The task: Each record should be copied exactly, and none of them omitted.
### Data records ###
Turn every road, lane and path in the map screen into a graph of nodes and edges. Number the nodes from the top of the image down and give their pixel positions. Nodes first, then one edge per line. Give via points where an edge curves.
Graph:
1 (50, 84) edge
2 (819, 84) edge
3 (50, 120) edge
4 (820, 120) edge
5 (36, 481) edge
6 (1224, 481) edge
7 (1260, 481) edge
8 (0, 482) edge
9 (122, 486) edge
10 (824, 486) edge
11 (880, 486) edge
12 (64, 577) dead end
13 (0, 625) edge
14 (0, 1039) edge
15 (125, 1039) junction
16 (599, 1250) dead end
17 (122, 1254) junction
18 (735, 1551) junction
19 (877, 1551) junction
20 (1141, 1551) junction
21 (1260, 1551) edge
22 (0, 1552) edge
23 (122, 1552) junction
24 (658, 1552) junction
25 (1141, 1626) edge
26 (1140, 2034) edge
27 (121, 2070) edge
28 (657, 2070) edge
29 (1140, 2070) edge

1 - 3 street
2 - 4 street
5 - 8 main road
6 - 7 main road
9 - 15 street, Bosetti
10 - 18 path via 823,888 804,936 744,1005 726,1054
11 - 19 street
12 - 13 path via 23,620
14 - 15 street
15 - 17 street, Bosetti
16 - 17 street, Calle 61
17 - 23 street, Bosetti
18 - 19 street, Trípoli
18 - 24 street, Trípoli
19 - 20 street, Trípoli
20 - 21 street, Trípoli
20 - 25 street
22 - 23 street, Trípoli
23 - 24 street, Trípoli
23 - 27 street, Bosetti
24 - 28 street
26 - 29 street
###
Solution to this task:
Turn every road, lane and path in the map screen into a graph of nodes and edges. Number the nodes from the top of the image down and give their pixel positions. Nodes first, then one edge per line. Give via points where an edge curves.
Graph:
1 (50, 84) edge
2 (819, 84) edge
3 (50, 120) edge
4 (820, 120) edge
5 (36, 481) edge
6 (1224, 481) edge
7 (1260, 481) edge
8 (0, 482) edge
9 (122, 486) edge
10 (824, 486) edge
11 (880, 486) edge
12 (64, 577) dead end
13 (0, 625) edge
14 (0, 1039) edge
15 (125, 1039) junction
16 (599, 1250) dead end
17 (122, 1254) junction
18 (735, 1551) junction
19 (877, 1551) junction
20 (1141, 1551) junction
21 (1260, 1551) edge
22 (0, 1552) edge
23 (122, 1552) junction
24 (658, 1552) junction
25 (1141, 1626) edge
26 (1140, 2034) edge
27 (121, 2070) edge
28 (657, 2070) edge
29 (1140, 2070) edge

1 - 3 street
2 - 4 street
5 - 8 main road
6 - 7 main road
9 - 15 street, Bosetti
10 - 18 path via 823,888 804,936 744,1005 726,1054
11 - 19 street
12 - 13 path via 23,620
14 - 15 street
15 - 17 street, Bosetti
16 - 17 street, Calle 61
17 - 23 street, Bosetti
18 - 19 street, Trípoli
18 - 24 street, Trípoli
19 - 20 street, Trípoli
20 - 21 street, Trípoli
20 - 25 street
22 - 23 street, Trípoli
23 - 24 street, Trípoli
23 - 27 street, Bosetti
24 - 28 street
26 - 29 street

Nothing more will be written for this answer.